Platão fala da renuncia do
individuo em prol da comunidade, impondo inúmeras condições para a vida. Ele
atenta para um problema muito preocupante em nossos dias: a superpopulação. Os
homens só poderiam se reproduzir entre os trinta e quarenta e cinco anos, e as
mulheres entre os vinte e quarenta anos. Também a legislação de Esparta, que
muito inspirou Platão, e a proposta de Aristóteles na Política levam em conta
este aspecto. Assim, resumidamente seria o Estado ideal, justo. O próprio Platão
fala de dificuldade em se fazem um empreendimento dessa natureza. Um rei
ofereceu à ele terras para fazer sua República, ele aceitou, mas o rei ficou
sabendo que quem iria governar eram os filósofos e mudou de idéia.
Apesar do título, A República (em grego: Politéia), Platão nesta
obra não tem como ponto principal a reflexão sobre teoria política.
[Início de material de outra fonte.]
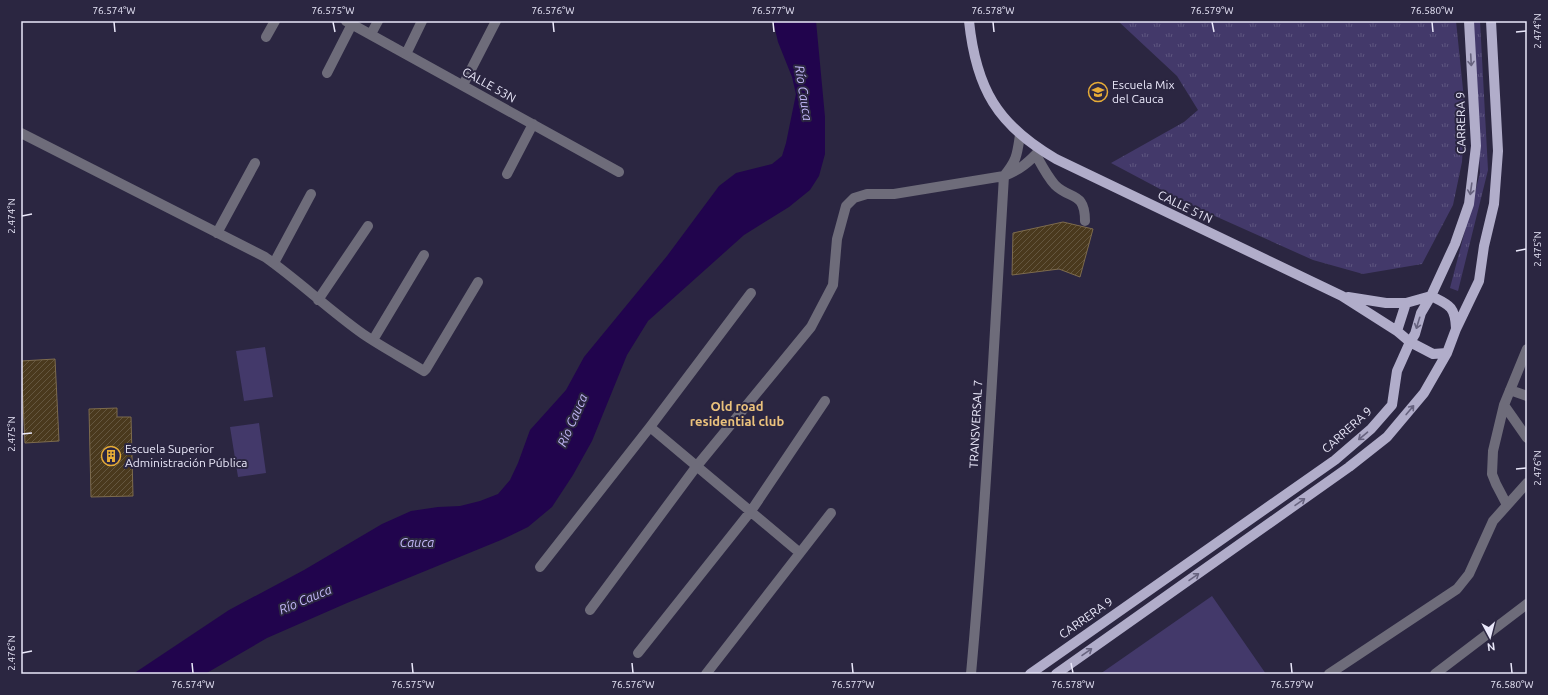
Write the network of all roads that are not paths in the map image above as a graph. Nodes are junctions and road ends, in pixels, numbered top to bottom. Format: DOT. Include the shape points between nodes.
graph roads {
  1 [pos="275,21"];
  2 [pos="378,21"];
  3 [pos="422,21"];
  4 [pos="496,21"];
  5 [pos="969,21"];
  6 [pos="1469,21"];
  7 [pos="1491,21"];
  8 [pos="349,23"];
  9 [pos="371,34"];
  10 [pos="266,37"];
  11 [pos="406,54"];
  12 [pos="327,74"];
  13 [pos="463,86"];
  14 [pos="533,124"];
  15 [pos="21,133"];
  16 [pos="1020,135"];
  17 [pos="1038,153"];
  18 [pos="255,163"];
  19 [pos="619,172"];
  20 [pos="507,174"];
  21 [pos="1004,176"];
  22 [pos="311,194"];
  23 [pos="1085,221"];
  24 [pos="368,226"];
  25 [pos="218,233"];
  26 [pos="424,255"];
  27 [pos="274,263"];
  28 [pos="478,282"];
  29 [pos="751,293"];
  30 [pos="1342,296"];
  31 [pos="1431,296"];
  32 [pos="318,300"];
  33 [pos="1406,303"];
  34 [pos="1456,329"];
  35 [pos="1397,331"];
  36 [pos="373,340"];
  37 [pos="1410,342"];
  38 [pos="1527,349"];
  39 [pos="1447,353"];
  40 [pos="1510,390"];
  41 [pos="1527,396"];
  42 [pos="825,401"];
  43 [pos="1504,405"];
  44 [pos="650,427"];
  45 [pos="1527,438"];
  46 [pos="696,467"];
  47 [pos="1527,483"];
  48 [pos="1508,505"];
  49 [pos="751,511"];
  50 [pos="831,513"];
  51 [pos="800,553"];
  52 [pos="540,567"];
  53 [pos="1527,604"];
  54 [pos="590,610"];
  55 [pos="638,653"];
  56 [pos="706,674"];
  57 [pos="971,674"];
  58 [pos="1030,674"];
  59 [pos="1056,674"];
  60 [pos="1329,674"];
  61 [pos="1435,674"];
  1 -- 10 [label="street"];
  2 -- 9 [label="street"];
  3 -- 11 [label="street"];
  4 -- 13 [label="street"];
  5 -- 16 [label="main road, CALLE 51N" via="975,60 987,93 1001,115"];
  6 -- 31 [label="main road, CARRERA 9, one-way" via="1476,146 1469,204 1456,244"];
  7 -- 34 [label="main road" via="1498,151 1494,204 1479,281"];
  8 -- 9 [label="street, CALLE 53N"];
  8 -- 12 [label="street"];
  9 -- 11 [label="street, CALLE 53N"];
  11 -- 13 [label="street, CALLE 53N"];
  13 -- 14 [label="street, CALLE 53N"];
  14 -- 19 [label="street, CALLE 53N"];
  14 -- 20 [label="street"];
  15 -- 25 [label="street"];
  16 -- 17 [label="main road, CALLE 51N"];
  16 -- 21 [label="street" via="1014,162"];
  17 -- 21 [label="street" via="1028,163"];
  17 -- 23 [label="street" via="1048,176 1057,186 1078,198 1085,212"];
  17 -- 30 [label="main road, CALLE 51N"];
  18 -- 25 [label="street"];
  21 -- 46 [label="street" via="894,194 867,194 854,198 846,206 837,239 833,285 810,327"];
  21 -- 57 [label="street, TRANSVERSAL 7" via="985,501"];
  22 -- 27 [label="street"];
  24 -- 32 [label="street"];
  25 -- 27 [label="street"];
  26 -- 36 [label="street"];
  27 -- 32 [label="street"];
  28 -- 36 [label="street" via="424,371"];
  29 -- 44 [label="street"];
  30 -- 33 [label="main road, CALLE 51N" via="1386,303"];
  30 -- 35 [label="main road, CALLE 51N"];
  31 -- 33 [label="main road, CALLE 51N"];
  31 -- 34 [label="main road" via="1451,306 1456,315"];
  31 -- 37 [label="main road, CARRERA 9, one-way" via="1421,313"];
  32 -- 36 [label="street"];
  33 -- 35 [label="main road"];
  34 -- 39 [label="main road"];
  35 -- 37 [label="main road, CALLE 51N"];
  37 -- 39 [label="main road, CALLE 51N" via="1433,354"];
  37 -- 58 [label="main road, CARRERA 9, one-way" via="1397,371 1392,405 1371,429 1328,464"];
  38 -- 40 [label="street"];
  59 -- 39 [label="main road, one-way" via="1349,467 1387,437 1424,393"];
  40 -- 41 [label="street"];
  40 -- 43 [label="street"];
  42 -- 49 [label="street"];
  43 -- 45 [label="street"];
  43 -- 48 [label="street" via="1493,451 1492,474"];
  44 -- 46 [label="street"];
  44 -- 52 [label="street"];
  46 -- 49 [label="street"];
  46 -- 54 [label="street"];
  47 -- 48 [label="street"];
  48 -- 60 [label="street" via="1493,521 1469,574 1457,589"];
  49 -- 51 [label="street"];
  49 -- 55 [label="street"];
  50 -- 51 [label="street"];
  51 -- 56 [label="street"];
  53 -- 61 [label="street"];
}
Nesta obra,
o filósofo lida sobretudo com as questões em torno da paidéia, a formação grega,
na tentativa de impor uma orientação filosófica de educação em oposição à
paidéia poética então vigente. Outro alvo que tem em vista é a carreira que os
sofistas vinham desenvolvendo como educadores que, com sua retórica, preparavam
os cidadãos a saberem argumentar nos embates democráticos da ágora. Não tinham,
portanto, um compromisso com a verdade - seus argumentos giravam em torno das
percepções, opiniões e crenças - a doxa. A república ideal seria mais um
resultado da paidéia filosófica que Platão tenta fundamentar e propor com seus
argumentos nesta obra do que o tema central da argumentação em si. Apenas um
terço dos dez livros de A República, aproximadamente, tratam da
organização e fundamentação filosófica da pólis especificamente. O tratamento
dado às questões por Platão acaba por se tornar sistematizado por aqueles que
adotam sua teoria, a partir do quê o pensamento no ocidente se torna uma
sucessão de sistemas teóricos. Isso nos leva a considerá-lo o "pai" da
filosofia, ao menos da filosofia enquanto pensamento sistematizado.